(AVAILABLE RECORDS)

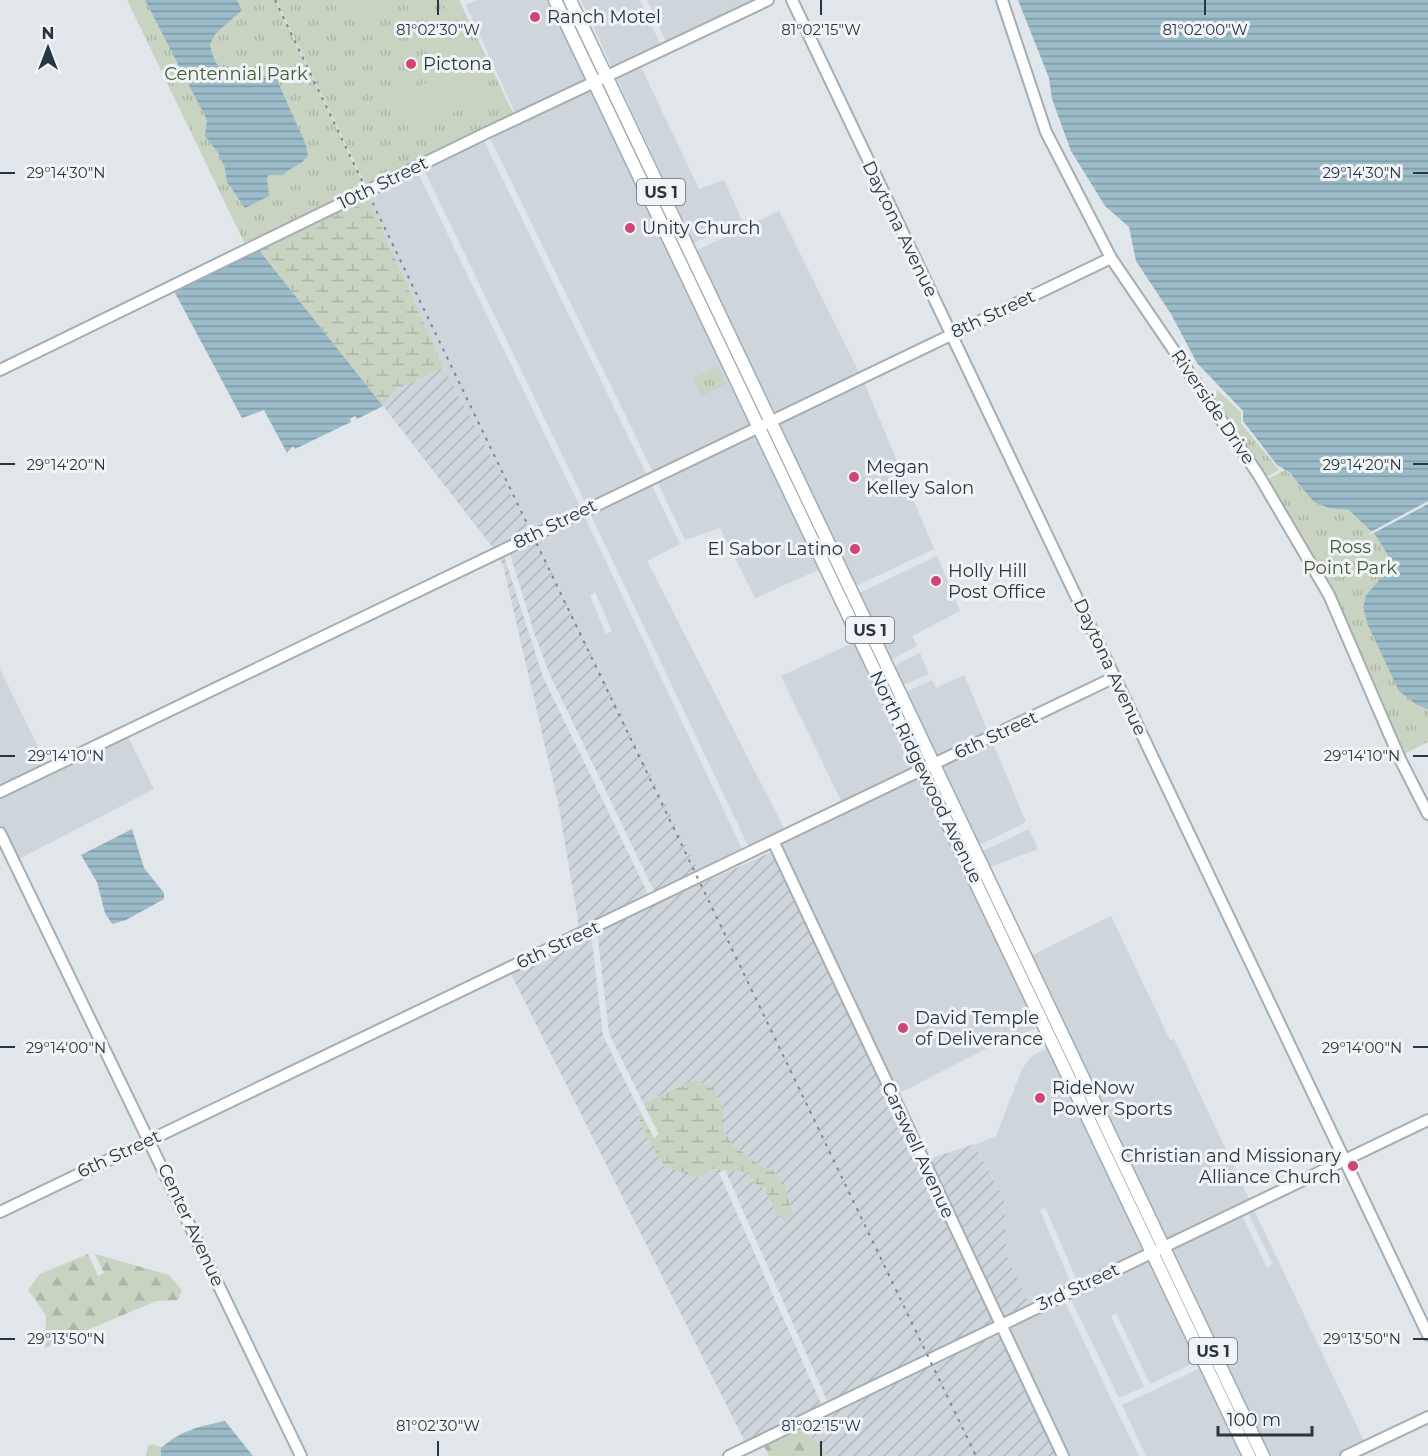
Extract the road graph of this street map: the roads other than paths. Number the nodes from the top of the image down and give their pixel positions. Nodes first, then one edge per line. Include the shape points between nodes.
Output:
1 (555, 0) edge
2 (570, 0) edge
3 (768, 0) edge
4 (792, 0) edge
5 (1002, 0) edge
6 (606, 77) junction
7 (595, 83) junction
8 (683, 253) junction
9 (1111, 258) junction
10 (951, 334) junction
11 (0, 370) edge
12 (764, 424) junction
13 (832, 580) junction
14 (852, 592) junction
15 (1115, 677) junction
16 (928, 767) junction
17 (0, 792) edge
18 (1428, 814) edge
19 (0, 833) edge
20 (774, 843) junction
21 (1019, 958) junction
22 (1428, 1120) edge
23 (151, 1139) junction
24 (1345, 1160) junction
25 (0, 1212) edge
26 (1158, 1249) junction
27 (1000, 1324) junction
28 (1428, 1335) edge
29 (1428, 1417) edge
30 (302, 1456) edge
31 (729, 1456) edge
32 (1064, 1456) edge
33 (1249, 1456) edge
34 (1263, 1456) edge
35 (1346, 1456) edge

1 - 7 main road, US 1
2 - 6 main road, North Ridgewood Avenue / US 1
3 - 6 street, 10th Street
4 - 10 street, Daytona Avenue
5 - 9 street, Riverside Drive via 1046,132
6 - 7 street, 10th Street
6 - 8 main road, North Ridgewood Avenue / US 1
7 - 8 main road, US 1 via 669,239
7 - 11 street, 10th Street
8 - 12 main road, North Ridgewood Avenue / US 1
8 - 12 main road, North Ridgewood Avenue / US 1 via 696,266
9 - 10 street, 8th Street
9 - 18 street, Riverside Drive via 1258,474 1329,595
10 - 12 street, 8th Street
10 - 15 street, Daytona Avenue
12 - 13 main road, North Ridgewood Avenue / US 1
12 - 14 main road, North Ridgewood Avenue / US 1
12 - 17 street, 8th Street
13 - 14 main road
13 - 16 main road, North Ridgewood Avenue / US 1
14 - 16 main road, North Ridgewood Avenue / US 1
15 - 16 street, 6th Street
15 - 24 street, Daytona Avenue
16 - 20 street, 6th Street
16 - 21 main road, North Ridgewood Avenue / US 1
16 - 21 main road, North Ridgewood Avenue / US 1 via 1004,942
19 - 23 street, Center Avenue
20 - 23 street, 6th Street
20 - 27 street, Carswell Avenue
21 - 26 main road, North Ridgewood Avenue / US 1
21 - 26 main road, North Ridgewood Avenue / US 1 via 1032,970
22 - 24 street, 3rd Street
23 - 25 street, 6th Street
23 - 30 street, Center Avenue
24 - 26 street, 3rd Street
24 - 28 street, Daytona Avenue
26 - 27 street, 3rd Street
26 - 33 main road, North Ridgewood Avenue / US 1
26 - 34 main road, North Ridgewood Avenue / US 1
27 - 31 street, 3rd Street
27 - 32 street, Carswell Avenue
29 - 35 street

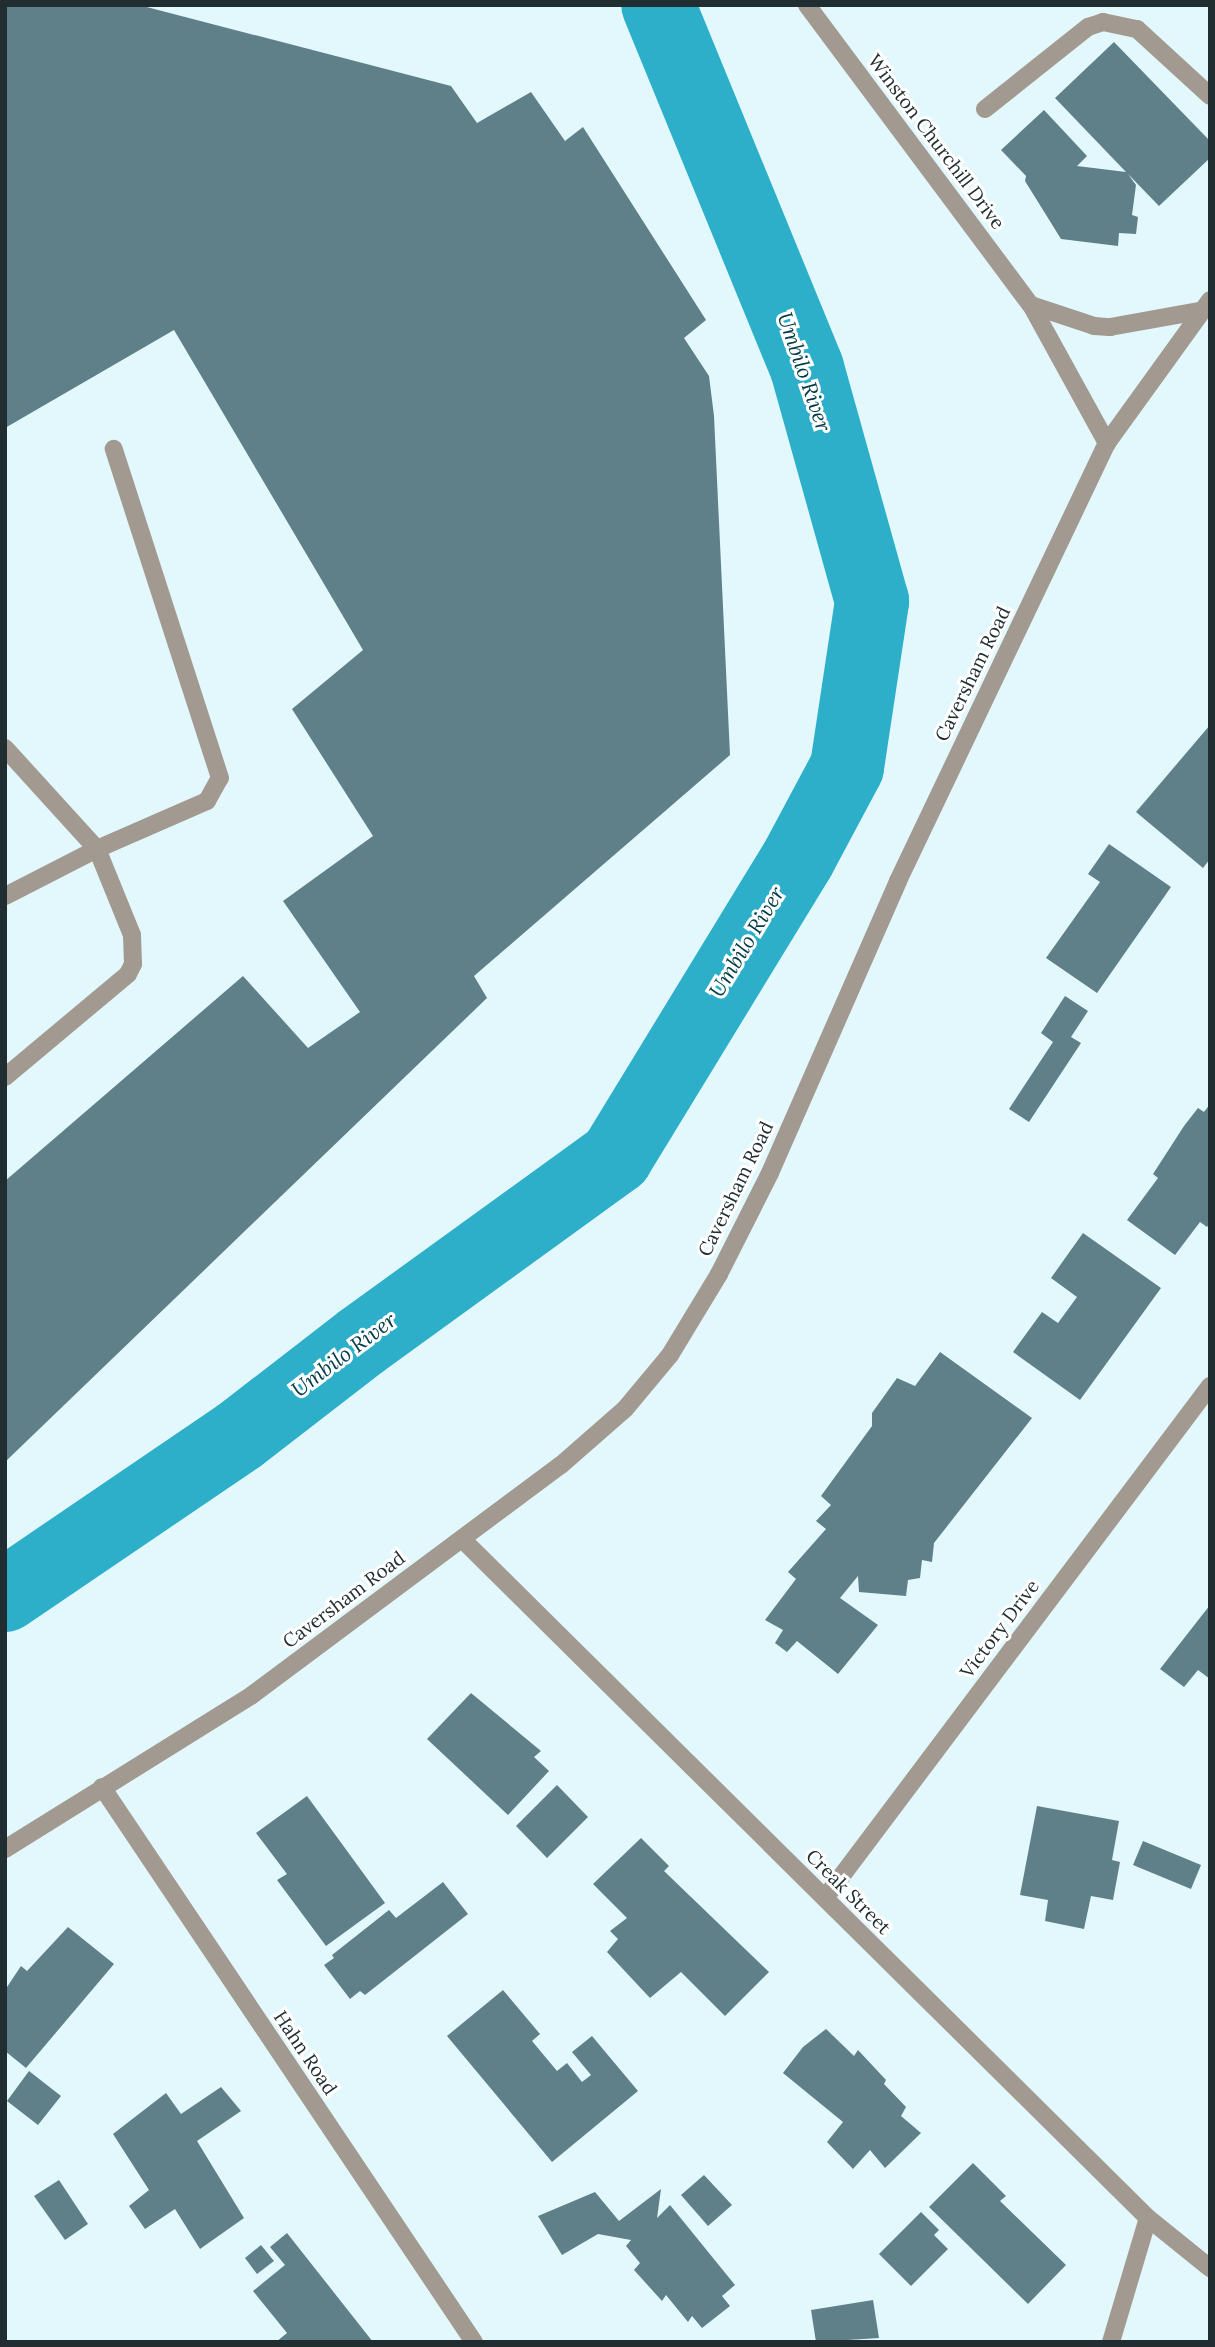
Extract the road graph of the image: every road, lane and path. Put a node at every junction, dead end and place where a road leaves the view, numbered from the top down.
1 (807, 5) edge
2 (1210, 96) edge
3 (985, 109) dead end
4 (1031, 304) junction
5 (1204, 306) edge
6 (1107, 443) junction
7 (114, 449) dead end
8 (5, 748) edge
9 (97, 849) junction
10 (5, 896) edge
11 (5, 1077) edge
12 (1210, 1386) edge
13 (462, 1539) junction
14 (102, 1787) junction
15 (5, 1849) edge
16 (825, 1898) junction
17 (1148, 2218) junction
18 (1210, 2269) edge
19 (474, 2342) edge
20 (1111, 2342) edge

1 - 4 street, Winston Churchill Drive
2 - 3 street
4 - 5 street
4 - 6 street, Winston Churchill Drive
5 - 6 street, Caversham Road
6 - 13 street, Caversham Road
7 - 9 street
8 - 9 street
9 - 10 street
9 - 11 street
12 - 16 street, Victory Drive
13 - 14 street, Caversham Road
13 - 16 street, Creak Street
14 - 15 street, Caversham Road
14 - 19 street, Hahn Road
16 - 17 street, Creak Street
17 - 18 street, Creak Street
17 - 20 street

(End AVAILABLE RECORDS)

- **DESCRIPTION OF THE TASK**: Could the material above be given again exactly, pictures excluded?

- **WRITTEN ANSWER**:
Extract the road graph of this street map: the roads other than paths. Number the nodes from the top of the image down and give their pixel positions. Nodes first, then one edge per line. Include the shape points between nodes.
Output:
1 (555, 0) edge
2 (570, 0) edge
3 (768, 0) edge
4 (792, 0) edge
5 (1002, 0) edge
6 (606, 77) junction
7 (595, 83) junction
8 (683, 253) junction
9 (1111, 258) junction
10 (951, 334) junction
11 (0, 370) edge
12 (764, 424) junction
13 (832, 580) junction
14 (852, 592) junction
15 (1115, 677) junction
16 (928, 767) junction
17 (0, 792) edge
18 (1428, 814) edge
19 (0, 833) edge
20 (774, 843) junction
21 (1019, 958) junction
22 (1428, 1120) edge
23 (151, 1139) junction
24 (1345, 1160) junction
25 (0, 1212) edge
26 (1158, 1249) junction
27 (1000, 1324) junction
28 (1428, 1335) edge
29 (1428, 1417) edge
30 (302, 1456) edge
31 (729, 1456) edge
32 (1064, 1456) edge
33 (1249, 1456) edge
34 (1263, 1456) edge
35 (1346, 1456) edge

1 - 7 main road, US 1
2 - 6 main road, North Ridgewood Avenue / US 1
3 - 6 street, 10th Street
4 - 10 street, Daytona Avenue
5 - 9 street, Riverside Drive via 1046,132
6 - 7 street, 10th Street
6 - 8 main road, North Ridgewood Avenue / US 1
7 - 8 main road, US 1 via 669,239
7 - 11 street, 10th Street
8 - 12 main road, North Ridgewood Avenue / US 1
8 - 12 main road, North Ridgewood Avenue / US 1 via 696,266
9 - 10 street, 8th Street
9 - 18 street, Riverside Drive via 1258,474 1329,595
10 - 12 street, 8th Street
10 - 15 street, Daytona Avenue
12 - 13 main road, North Ridgewood Avenue / US 1
12 - 14 main road, North Ridgewood Avenue / US 1
12 - 17 street, 8th Street
13 - 14 main road
13 - 16 main road, North Ridgewood Avenue / US 1
14 - 16 main road, North Ridgewood Avenue / US 1
15 - 16 street, 6th Street
15 - 24 street, Daytona Avenue
16 - 20 street, 6th Street
16 - 21 main road, North Ridgewood Avenue / US 1
16 - 21 main road, North Ridgewood Avenue / US 1 via 1004,942
19 - 23 street, Center Avenue
20 - 23 street, 6th Street
20 - 27 street, Carswell Avenue
21 - 26 main road, North Ridgewood Avenue / US 1
21 - 26 main road, North Ridgewood Avenue / US 1 via 1032,970
22 - 24 street, 3rd Street
23 - 25 street, 6th Street
23 - 30 street, Center Avenue
24 - 26 street, 3rd Street
24 - 28 street, Daytona Avenue
26 - 27 street, 3rd Street
26 - 33 main road, North Ridgewood Avenue / US 1
26 - 34 main road, North Ridgewood Avenue / US 1
27 - 31 street, 3rd Street
27 - 32 street, Carswell Avenue
29 - 35 street

Extract the road graph of the image: every road, lane and path. Put a node at every junction, dead end and place where a road leaves the view, numbered from the top down.
1 (807, 5) edge
2 (1210, 96) edge
3 (985, 109) dead end
4 (1031, 304) junction
5 (1204, 306) edge
6 (1107, 443) junction
7 (114, 449) dead end
8 (5, 748) edge
9 (97, 849) junction
10 (5, 896) edge
11 (5, 1077) edge
12 (1210, 1386) edge
13 (462, 1539) junction
14 (102, 1787) junction
15 (5, 1849) edge
16 (825, 1898) junction
17 (1148, 2218) junction
18 (1210, 2269) edge
19 (474, 2342) edge
20 (1111, 2342) edge

1 - 4 street, Winston Churchill Drive
2 - 3 street
4 - 5 street
4 - 6 street, Winston Churchill Drive
5 - 6 street, Caversham Road
6 - 13 street, Caversham Road
7 - 9 street
8 - 9 street
9 - 10 street
9 - 11 street
12 - 16 street, Victory Drive
13 - 14 street, Caversham Road
13 - 16 street, Creak Street
14 - 15 street, Caversham Road
14 - 19 street, Hahn Road
16 - 17 street, Creak Street
17 - 18 street, Creak Street
17 - 20 street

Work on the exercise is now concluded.